MIRRORSCAPE is a sculpted dystopian landscape created for Mona (Museum of Old and New Art) in Tasmania, using 80 tonnes of compacted sand sourced from the island.
This imaginary landscape was inspired by different dark forces, such as tsunamis, earthquakes, hurricanes, wars, bulldozers – the powers of destruction. During his time in Tasmania, Mercier investigated and photographed each element, object and patterns of geological erosion to compose this dramatic scene, giving the feeling that this speculative situation could be grounded there.
In the artwork, there is a strong contrast between the violence of the representation and the softness and fragility of the material. In the collective imagination, sand is tied to childhood and summer memories. But here the child has become an adult, and today sand is an endangered material. To build our cities, streets and houses, the extraction of sand results and causes the destruction of mountains, the draining of rivers, and the disappearance of islands and coastlines.

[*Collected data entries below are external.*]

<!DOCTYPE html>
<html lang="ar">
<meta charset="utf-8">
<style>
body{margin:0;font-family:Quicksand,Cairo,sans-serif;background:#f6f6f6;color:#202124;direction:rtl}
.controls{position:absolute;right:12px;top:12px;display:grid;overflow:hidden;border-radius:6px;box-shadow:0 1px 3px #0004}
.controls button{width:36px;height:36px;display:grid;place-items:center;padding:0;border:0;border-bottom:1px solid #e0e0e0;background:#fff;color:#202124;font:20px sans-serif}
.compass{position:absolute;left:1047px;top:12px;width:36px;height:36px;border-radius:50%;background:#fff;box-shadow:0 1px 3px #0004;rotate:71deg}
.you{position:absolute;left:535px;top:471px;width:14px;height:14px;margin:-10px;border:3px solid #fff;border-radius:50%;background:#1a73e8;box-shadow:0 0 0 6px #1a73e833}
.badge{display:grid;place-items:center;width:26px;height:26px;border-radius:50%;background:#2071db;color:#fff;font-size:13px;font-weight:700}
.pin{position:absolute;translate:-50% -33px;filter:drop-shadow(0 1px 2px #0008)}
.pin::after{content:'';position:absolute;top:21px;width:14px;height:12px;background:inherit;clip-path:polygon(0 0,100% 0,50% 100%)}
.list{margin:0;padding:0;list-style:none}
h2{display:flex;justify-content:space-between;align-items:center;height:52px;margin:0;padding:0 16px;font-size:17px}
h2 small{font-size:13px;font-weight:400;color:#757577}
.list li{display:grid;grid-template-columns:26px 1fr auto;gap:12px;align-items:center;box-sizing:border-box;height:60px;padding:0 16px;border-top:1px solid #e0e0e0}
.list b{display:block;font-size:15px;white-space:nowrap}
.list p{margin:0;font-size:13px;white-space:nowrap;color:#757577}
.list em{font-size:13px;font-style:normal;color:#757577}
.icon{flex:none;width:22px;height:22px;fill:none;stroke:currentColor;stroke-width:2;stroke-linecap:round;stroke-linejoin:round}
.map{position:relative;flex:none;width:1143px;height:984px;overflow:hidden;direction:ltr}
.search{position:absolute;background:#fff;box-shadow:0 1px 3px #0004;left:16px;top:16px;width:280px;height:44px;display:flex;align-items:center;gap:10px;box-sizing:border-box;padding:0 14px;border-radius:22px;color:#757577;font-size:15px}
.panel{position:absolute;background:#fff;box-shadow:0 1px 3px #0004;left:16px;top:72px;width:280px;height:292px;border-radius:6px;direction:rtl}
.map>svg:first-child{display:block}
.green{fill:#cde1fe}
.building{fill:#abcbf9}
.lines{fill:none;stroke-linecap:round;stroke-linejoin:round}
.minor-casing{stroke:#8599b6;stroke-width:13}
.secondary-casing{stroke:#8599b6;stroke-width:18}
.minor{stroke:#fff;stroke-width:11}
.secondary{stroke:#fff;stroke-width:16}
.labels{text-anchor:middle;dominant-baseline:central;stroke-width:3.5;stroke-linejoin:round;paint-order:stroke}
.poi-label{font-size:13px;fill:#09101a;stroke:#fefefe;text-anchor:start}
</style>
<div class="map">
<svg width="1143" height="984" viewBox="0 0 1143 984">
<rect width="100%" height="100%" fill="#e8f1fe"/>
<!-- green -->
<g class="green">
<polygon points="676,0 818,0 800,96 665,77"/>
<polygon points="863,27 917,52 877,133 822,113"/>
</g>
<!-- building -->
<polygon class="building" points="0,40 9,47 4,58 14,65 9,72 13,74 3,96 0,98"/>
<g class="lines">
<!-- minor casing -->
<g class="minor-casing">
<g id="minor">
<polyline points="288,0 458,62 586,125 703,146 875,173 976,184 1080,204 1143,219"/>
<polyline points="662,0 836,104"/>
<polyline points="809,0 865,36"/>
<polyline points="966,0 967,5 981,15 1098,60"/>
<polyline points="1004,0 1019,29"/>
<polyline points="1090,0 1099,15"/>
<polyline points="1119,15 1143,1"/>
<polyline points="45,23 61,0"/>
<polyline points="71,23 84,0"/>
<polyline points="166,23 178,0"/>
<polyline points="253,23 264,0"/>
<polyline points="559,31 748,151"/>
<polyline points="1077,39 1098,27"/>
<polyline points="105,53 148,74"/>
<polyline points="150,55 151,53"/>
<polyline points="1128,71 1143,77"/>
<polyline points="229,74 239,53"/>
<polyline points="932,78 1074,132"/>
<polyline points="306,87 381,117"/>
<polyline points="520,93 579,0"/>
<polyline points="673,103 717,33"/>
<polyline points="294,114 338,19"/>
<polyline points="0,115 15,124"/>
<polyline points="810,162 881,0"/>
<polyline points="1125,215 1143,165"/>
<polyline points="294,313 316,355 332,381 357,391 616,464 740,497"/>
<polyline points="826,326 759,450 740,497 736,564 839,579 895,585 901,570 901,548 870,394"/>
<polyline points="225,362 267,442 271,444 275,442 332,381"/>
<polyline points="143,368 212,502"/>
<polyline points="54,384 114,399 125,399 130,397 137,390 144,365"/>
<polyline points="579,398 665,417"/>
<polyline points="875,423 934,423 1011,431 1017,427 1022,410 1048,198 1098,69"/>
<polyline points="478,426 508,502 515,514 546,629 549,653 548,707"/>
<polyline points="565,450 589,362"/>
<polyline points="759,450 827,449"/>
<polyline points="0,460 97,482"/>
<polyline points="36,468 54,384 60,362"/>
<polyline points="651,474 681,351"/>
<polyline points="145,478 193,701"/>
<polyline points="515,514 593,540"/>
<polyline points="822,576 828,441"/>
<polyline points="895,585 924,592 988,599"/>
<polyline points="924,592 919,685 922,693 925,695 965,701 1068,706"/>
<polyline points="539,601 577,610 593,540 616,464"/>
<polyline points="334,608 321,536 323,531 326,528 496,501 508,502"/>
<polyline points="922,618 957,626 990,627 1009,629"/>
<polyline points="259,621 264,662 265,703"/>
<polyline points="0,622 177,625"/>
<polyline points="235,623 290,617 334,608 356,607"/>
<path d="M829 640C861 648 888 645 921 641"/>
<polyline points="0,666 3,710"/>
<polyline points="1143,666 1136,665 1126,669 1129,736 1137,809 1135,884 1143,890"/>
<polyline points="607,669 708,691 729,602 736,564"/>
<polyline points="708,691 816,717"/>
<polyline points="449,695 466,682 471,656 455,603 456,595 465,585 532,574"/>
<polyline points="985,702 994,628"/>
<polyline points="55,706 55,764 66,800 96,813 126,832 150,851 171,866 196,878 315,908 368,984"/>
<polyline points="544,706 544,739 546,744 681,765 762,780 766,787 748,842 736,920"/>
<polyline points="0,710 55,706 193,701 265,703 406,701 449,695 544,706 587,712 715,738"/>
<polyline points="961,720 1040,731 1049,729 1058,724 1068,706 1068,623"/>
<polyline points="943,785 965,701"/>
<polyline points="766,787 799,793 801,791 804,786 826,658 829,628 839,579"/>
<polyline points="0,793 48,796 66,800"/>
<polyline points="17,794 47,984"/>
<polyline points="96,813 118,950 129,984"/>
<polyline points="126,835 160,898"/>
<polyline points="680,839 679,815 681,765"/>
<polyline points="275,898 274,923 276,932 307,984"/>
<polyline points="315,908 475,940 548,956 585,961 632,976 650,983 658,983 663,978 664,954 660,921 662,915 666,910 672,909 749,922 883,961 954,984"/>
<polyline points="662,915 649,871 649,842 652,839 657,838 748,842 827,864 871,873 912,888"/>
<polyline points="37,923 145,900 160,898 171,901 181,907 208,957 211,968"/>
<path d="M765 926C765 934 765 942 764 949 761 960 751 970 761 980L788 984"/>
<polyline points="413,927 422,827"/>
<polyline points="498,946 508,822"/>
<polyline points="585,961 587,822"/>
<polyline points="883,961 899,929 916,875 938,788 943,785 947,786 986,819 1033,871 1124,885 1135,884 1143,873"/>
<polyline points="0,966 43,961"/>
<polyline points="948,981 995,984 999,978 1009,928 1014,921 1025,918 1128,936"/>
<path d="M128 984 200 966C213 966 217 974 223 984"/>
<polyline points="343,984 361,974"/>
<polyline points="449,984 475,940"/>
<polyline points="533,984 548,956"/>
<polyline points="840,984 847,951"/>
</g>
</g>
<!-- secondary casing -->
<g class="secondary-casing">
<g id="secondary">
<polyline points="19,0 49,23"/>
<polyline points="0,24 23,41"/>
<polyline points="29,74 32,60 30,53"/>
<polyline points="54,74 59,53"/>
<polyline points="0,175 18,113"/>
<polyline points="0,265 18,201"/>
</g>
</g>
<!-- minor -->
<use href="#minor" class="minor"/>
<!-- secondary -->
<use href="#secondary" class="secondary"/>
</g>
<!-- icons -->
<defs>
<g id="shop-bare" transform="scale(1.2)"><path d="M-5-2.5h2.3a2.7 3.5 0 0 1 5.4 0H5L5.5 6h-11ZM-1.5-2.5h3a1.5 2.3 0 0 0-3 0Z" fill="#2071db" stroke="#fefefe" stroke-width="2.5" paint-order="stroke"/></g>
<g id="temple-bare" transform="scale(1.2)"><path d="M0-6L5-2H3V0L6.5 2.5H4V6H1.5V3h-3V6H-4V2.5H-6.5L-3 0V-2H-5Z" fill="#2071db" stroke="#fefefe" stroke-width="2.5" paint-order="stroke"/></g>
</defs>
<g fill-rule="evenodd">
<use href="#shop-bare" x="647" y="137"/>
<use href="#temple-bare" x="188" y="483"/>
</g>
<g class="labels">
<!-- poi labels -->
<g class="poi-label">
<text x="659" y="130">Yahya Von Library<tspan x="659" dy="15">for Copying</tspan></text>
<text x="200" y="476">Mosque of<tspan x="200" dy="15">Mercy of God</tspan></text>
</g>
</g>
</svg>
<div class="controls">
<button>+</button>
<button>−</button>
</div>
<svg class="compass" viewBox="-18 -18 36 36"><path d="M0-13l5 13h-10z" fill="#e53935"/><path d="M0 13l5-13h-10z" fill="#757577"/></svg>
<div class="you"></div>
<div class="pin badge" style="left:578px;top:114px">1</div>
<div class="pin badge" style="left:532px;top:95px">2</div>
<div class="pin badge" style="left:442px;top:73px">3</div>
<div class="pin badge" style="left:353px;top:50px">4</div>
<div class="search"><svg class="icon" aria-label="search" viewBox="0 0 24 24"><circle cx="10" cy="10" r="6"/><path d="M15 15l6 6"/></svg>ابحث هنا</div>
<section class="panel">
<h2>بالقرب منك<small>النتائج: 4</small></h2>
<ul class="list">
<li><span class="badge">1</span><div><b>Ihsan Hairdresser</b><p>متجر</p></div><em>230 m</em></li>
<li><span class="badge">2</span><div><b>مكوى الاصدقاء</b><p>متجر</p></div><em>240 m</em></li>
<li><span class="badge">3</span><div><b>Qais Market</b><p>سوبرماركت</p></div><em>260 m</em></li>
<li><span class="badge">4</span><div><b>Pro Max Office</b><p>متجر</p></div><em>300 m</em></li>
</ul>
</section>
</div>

As a man made landscape, MIRRORSCAPE reflects how humanity is building its own destruction, and thus raises the question of “natural disasters” – are natural disasters “natural”? While the calm and the stillness meet the noise and the chaos, an uncanny reconciliation seems to take place in silence. The installation is stretched between a prophetic time and an archaic time – a fossil from the future, the memory of an ancient drama, or a sand prophecy? It is also a giant hourglass. Day after day, month after month, the shapes will erode, the elements will fall apart, the landscape will disappear. But the sand will remain and follow its own journey.